Broad beans are also very easy to grow. Although this year’s crop was not as abundant as previous years – I suspect due to the lower winter rainfall in our region – there is still enough to preserve. Here is a very easy preserving method.
Pick medium to large size bean pods in the early morning and shell.
Place the beans in a glass jar and only fill up to two thirds of the jar. I have written about storing food in glass jars in Preserving the harvest – spinach « Sustainable Communities SA. Store jars upright in your freezer and remove to defrost at least 12 hours before using. Once defrosted, remove the tough outer skin. The raw beans can be added to a variety of salads. Alternatively, they can be cooked in a garlic/ tomato sauce and served with couscous, rice, lentils or on toast.
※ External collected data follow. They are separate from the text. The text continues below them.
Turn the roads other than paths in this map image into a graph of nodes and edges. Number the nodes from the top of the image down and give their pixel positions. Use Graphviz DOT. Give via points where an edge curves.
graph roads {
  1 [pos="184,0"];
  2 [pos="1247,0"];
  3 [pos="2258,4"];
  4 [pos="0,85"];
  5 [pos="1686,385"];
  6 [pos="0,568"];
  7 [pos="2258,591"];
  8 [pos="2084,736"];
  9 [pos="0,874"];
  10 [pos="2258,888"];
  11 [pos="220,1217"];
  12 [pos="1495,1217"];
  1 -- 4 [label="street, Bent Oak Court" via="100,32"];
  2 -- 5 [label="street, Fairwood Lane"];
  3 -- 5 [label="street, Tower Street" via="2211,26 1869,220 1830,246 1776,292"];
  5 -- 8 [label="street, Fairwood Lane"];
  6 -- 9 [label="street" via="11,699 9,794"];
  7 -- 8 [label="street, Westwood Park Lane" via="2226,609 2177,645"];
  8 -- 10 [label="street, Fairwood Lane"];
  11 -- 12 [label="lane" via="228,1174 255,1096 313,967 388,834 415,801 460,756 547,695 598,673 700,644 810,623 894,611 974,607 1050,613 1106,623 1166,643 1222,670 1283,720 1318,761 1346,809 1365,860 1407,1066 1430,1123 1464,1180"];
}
Do you ever bring home a bunch of spring onions, find you only use half, and throw the rest out a week later? There is an alternative! Simply wash, shake dry and chop up all the onions. Use what you need and freeze the remainder in a small to medium glass jar. There is no need to defrost before using these in the future. If you do not need the whole content of the jar, just use a tea spoon to scoop out the amount you need.
Remember to label all your jars containing frozen produce and use within 12 months. If the content ever looks suspicious, it probably is…so just discard it in the compost bin.
Check out Veronique’s blog here!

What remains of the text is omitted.